ITB collected additional data of SLCPs and updated the EI database with particular focus on a detailed EI for Bandung city and Karawang city. The WRF/Chem air quality model was set up and run for Karawang city and in HUS, SLCPs samples collected from the previous sampling campaign in Hanoi were analyzed. HUS also met with the Institute of Agricultural Environment, Vietnam to discuss the development of an emission reduction action plan for rice straw burning and agreed that bio-charcoal as a soil conditioning material will be conducted in a pilot area in Soc Son, Hanoi. During this reporting period, NLU conducted three additional trial batches of BIOCHAR production (charcoal from rice husk) in the Go Cong Tay district of Tien Giang province. A comparative study between bio-charcoal from rice straw and rice husk was completed using the results.
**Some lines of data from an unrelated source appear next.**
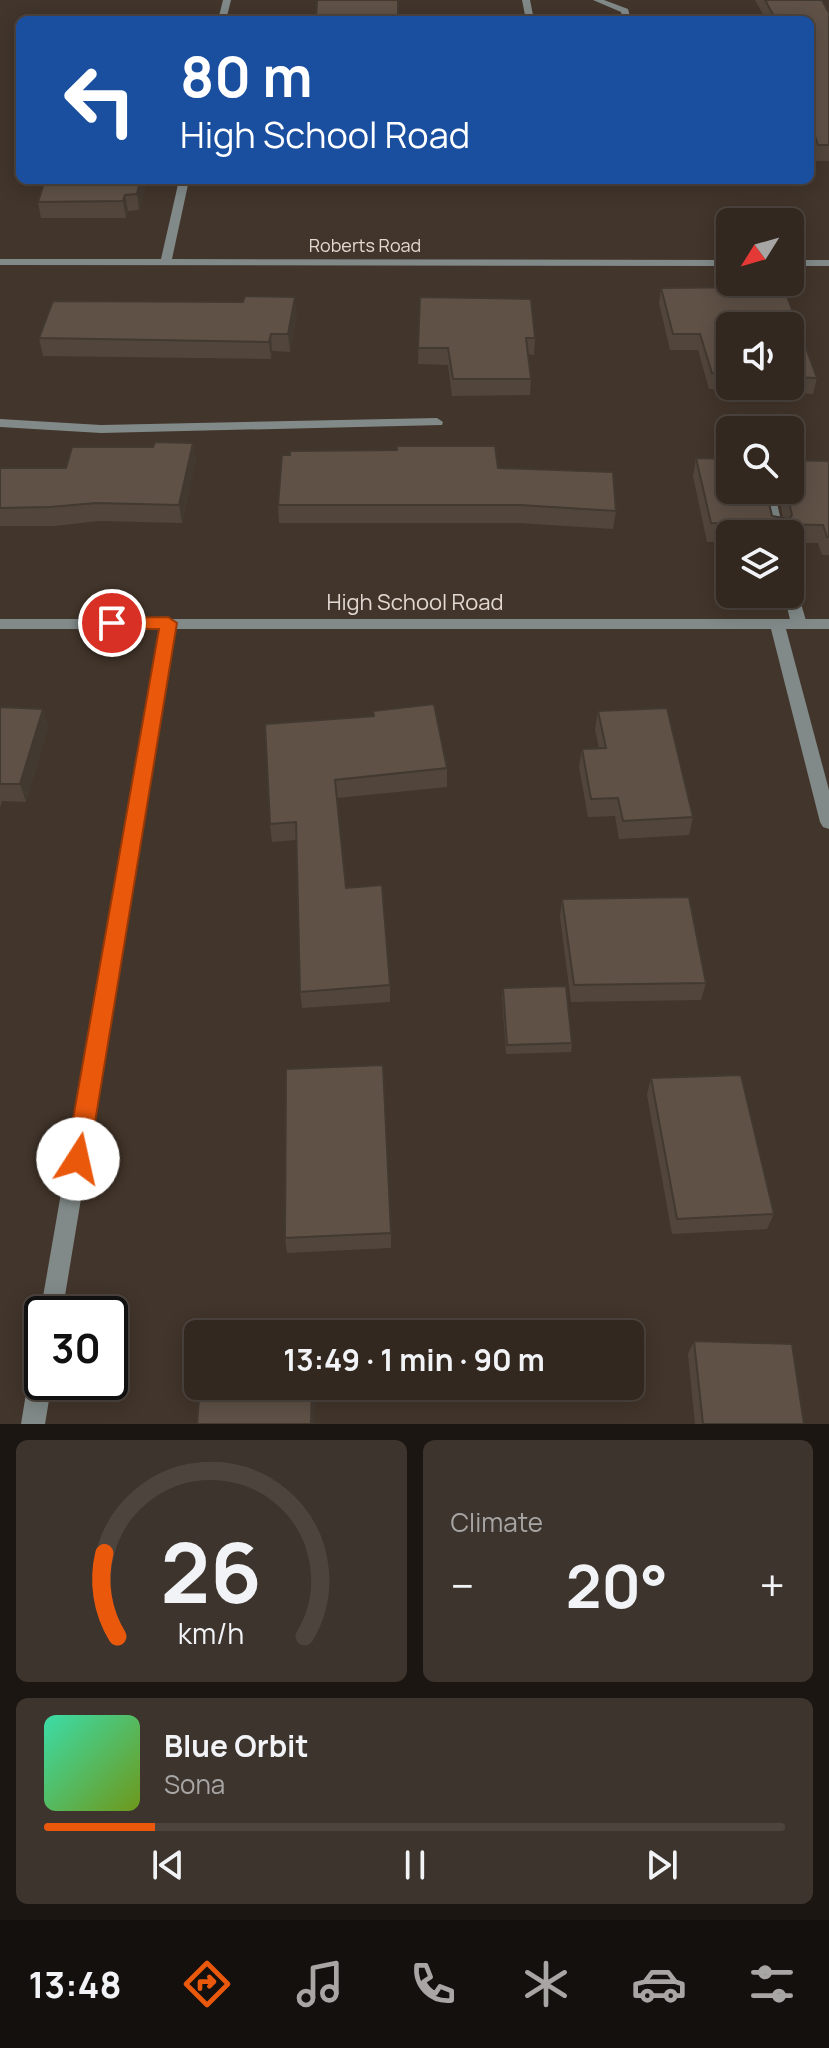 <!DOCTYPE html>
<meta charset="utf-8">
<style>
body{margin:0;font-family:Manrope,sans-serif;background:#3d342d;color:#f1f3f6;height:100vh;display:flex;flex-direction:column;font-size:30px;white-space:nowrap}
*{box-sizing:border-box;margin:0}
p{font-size:26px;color:#a8a6a5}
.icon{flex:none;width:44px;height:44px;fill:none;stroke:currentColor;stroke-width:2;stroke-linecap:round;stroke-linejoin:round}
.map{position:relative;height:1424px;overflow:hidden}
.details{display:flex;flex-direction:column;gap:16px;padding:16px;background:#1c1612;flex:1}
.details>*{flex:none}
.top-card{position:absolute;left:16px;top:16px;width:798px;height:168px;border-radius:12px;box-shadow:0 4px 20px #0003,0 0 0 2px #4d443e;background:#1a4fa0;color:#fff;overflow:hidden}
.needle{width:52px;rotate:233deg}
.buttons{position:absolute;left:716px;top:208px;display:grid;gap:16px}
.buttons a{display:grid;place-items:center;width:88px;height:88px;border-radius:12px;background:#322820;box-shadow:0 4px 20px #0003,0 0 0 2px #4d443e;font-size:40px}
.speed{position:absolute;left:24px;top:1296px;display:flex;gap:16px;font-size:40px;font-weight:700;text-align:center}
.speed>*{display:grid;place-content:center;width:104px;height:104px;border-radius:50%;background:#322820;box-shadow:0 4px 20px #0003,0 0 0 2px #4d443e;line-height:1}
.speed .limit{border:4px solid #111;border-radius:12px;background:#fff;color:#111}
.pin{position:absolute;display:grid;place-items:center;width:68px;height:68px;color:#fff;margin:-34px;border:4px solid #fff;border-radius:50%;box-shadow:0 2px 8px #0007}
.me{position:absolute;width:88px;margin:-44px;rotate:10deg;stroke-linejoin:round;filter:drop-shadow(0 0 6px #0008)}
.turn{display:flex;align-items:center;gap:28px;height:168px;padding:0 32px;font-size:36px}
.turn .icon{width:104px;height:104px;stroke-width:2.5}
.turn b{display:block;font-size:56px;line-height:68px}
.big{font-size:60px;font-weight:700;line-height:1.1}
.details .widget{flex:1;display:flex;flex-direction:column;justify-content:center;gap:12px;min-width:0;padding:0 28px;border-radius:12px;background:#3d342d}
.details .dial{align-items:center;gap:0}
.dial svg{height:208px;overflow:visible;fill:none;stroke:#4d443e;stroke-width:7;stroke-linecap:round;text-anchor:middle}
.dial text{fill:#f1f3f6;stroke:none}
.song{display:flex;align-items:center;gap:24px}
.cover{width:96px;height:96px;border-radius:12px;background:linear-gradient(135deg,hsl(160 70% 55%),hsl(80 70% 35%))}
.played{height:8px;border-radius:4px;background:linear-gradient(90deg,#ea580c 15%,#4d443e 15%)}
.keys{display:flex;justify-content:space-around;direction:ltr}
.heat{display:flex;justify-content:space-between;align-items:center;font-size:44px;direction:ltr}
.details .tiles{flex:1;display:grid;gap:16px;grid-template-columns:1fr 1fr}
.widget:last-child{grid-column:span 2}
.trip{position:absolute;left:184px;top:1320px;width:460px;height:80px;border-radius:12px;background:#322820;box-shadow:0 4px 20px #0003,0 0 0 2px #4d443e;font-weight:700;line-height:80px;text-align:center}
.dock{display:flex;height:128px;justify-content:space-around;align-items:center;background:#14100d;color:#a8a6a5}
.dock .icon{width:56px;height:56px}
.dock .current{color:#ea580c}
.dock b{font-size:36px;color:#f1f3f6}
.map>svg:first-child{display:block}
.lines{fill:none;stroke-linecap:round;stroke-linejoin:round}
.service{fill:#818a88;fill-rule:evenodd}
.minor{fill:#818a88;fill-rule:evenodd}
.wall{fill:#52463c;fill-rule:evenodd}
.shaded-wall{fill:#423931}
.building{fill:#5f5146;stroke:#423931;stroke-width:2}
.route{fill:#ea580c;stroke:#983908;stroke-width:2}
.labels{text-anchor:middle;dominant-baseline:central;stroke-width:8;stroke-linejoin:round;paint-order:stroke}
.far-street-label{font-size:18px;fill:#e2d9d3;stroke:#42352b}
.street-label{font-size:22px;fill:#e2d9d3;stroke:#42352b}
</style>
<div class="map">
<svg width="829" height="1424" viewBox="0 0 829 1424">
<rect width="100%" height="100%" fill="#42352b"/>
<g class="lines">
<path class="service" d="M522,0h8l4,20h-8z
M593,0h11l24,9 3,11h-8l-2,-8z
M770,499l7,4 7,31h-14l-7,-31z
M790,585l7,5 10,34 -8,5 -8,-5 -7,-30h6z"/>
<path class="minor" d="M223,0h8l-5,20h-8z
M179,180h10l-17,79 558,1v6l-730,-1v-6h161z
M790,260h39v6h-39z
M437,418l6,4 -1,3 -341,8 -101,-6v-8l101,6z
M0,619h829v10h-43l43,161v39l-6,-2 -3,-5 -49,-193h-596l-113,685h-20v6l-2,-6 119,-685h-159z
M42,1357v25h10l-7,42h-24l9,-55 4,-8z"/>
</g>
<path class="wall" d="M755,0h67l7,13v148h-14l-5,-14v-127h-44z
M147,180l-8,30 -11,1 -2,7h-85l-3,-16z
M778,287l4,9h5l30,82 -4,16 -104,-5 -11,-39h-28l-11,-47 2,-15zM730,326h60v60h-60z
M420,297l115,41 -1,17 -6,-1 3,25 -1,16 -78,1 -4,-31 -30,-1z
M297,314l-7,38 -18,-1 -1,8 -228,-3 -4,-18z
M193,443l3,18 -14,62 -83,-2 -45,5h-54v-58h66l87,-21z
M696,458l34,32h60l39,-29v94h-7l-4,-12h-28v-9h-60v8h-23l-14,-66zM771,496l9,6 3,16 -11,-2 -4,-18z
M498,468l118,43 -3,18 -95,-6h-239l-1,-18z
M0,707l43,2 5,18 -22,75 -24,-1 -2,7z
M598,711l95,106 -4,18 -70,4 -4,-23 -27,1 -9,-50 3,-18 17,-1 -4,-19z
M265,724l182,44v19l-110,11 9,90 44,97v17l-88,6 -2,-16 -4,-152 -24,2 -2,-18z
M562,899l144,84 -5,17 -130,2 -11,-85z
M503,988l69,55 -1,9 -65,2 -4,-57z
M651,1078l123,136 -7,15 -95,5 -25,-139z
M391,1233v15l-104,5 -2,-15z
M694,1341l110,83h-109l-7,-70z"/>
<path class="shaded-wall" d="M140,180h7l-8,30 -2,-16z
M125,195l3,16 -2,7 -3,-17z
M295,297l2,17 -7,38 -2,-18z
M271,334l1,17 -1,8 -2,-17z
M193,443l3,18 -14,62 -3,-18z
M763,490h10l-2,6 -11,6z
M43,709l5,18 -22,75 -6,-18z
M312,1386h3v38h-4z"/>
<path class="building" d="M317,0h81v20h-82z
M765,0h57l7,13v132h-11l-8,-24v-33h4l-4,-7v-61h-34z
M45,180h95l-3,14 -12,1 -2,6 -85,1z
M778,287l4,9h5l30,82 -27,-1v-51h-60v48l-18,-1 -12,-39h-27l-12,-46z
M245,296l50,1 -7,37h-17l-2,8 -230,-4 14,-37 190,1z
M420,297l111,2 4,39h-9l5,41h-78l-5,-31h-30z
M155,442l38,1 -14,62 -83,-2 -46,4 -50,1v-40h66l6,-21h81z
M397,446h98l3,22 115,4 3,39 -96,-6h-242l4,-50h8v-4l107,-1z
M696,458l34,1v31h36l6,26 17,3 3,-4 -6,-25h4v-30l39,1v76h-2l-4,-12 -112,-2z
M434,704l13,64 -112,12 11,108 36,-3 8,100 -90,7 -4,-170 -26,2 -5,-100 109,-8 -1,-5z
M0,707l43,2 -23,75h-20z
M667,708l26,109 -70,4 -5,-23 -27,1 -9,-50 24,-1 -8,-37z
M689,897l17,86 -132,2 -12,-86z
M566,986l6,57 -65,2 -4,-57z
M383,1065l8,168 -106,5 1,-169z
M741,1075l33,139 -97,5 -26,-141z
M313,1332v2h-62z
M694,1341l98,3 12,80h-101z
M200,1386h112l-1,38h-114z"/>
<path class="route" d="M168,617l9,6 -88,536 -3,8 -8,4 -9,-4 -3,-8 93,-530h-47l-8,-6 8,-5z"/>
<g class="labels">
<g class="far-street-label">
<text x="365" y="245">Roberts Road</text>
</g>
<g class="street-label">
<text x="415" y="602">High School Road</text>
</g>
</g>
</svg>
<div class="buttons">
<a><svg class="needle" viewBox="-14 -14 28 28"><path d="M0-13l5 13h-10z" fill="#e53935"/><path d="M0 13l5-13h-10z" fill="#a8a6a5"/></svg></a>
<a><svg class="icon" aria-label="sound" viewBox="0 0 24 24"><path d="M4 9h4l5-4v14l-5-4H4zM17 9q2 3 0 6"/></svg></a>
<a><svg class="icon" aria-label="search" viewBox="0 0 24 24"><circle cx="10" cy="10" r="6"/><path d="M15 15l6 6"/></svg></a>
<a><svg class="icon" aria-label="layers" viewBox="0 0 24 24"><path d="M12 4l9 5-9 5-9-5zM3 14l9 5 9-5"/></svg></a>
</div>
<div class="speed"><div class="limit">30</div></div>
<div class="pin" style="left:112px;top:623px;background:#d93025"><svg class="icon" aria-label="arrive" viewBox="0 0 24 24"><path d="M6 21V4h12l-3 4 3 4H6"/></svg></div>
<svg class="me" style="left:78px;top:1159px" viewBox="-20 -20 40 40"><circle r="19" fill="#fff"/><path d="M0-13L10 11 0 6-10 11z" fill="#ea580c"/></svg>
<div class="trip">13:49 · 1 min · 90 m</div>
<div class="top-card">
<div class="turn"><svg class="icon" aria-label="left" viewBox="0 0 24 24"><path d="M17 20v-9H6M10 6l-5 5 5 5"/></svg><div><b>80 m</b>High School Road</div></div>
</div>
</div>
<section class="details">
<div class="tiles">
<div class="widget dial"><svg viewBox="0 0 100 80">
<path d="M14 69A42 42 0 1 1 86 69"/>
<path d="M14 69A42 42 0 0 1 9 37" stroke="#ea580c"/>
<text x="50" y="56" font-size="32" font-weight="700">26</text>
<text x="50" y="72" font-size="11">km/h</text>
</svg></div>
<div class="widget"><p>Climate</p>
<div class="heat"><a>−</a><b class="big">20°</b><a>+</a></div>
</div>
<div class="widget">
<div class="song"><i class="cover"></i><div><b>Blue Orbit</b><p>Sona</p></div></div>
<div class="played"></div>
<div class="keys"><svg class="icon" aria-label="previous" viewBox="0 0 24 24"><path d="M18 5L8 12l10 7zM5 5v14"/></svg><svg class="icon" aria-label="pause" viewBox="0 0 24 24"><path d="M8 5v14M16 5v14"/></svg><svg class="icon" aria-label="next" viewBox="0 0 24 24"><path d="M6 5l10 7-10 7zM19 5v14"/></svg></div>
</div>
</div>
</section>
<nav class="dock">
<b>13:48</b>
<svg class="icon current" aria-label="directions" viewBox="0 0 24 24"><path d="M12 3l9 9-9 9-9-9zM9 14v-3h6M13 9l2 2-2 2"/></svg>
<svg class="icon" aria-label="music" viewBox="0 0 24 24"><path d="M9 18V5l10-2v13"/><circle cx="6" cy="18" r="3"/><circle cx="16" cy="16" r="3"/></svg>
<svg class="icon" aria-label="phone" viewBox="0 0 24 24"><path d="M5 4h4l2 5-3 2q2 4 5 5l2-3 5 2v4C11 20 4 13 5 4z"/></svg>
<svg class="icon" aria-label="climate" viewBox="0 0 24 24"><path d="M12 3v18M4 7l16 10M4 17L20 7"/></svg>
<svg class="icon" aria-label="car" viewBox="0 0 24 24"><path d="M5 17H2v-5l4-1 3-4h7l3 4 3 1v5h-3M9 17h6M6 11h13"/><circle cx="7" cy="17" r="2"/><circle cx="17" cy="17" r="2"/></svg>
<svg class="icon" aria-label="filters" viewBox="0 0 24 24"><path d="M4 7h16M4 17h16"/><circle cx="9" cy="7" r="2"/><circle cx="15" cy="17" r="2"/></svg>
</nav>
|Students from HUS visiting a monitoring site at the Athletic Vocational School, Nam Tu Liem District, Hanoi (photo courtesy Dr. Kim Oanh).||ITB researchers install an air quality monitoring system in Karawang, August 2014 (photo courtesy Dr. Kim Oanh).|
Networking at national and local levels has been well-maintained by AIT and NRIs through collaboration activities, data sharing, and knowledge transfers through the research network, workshops, conferences, and other forums.
In next quarter, PEER-SEA team will continue to update database on SLCPs and compile EI. An air quality-climate model will be operated and the results will be analysed. The team’s activities for the emission reduction of rice straw field burning at the target source will be continued by AIT, HUS, and NLU, while ITB will focus primarily on traffic emissions.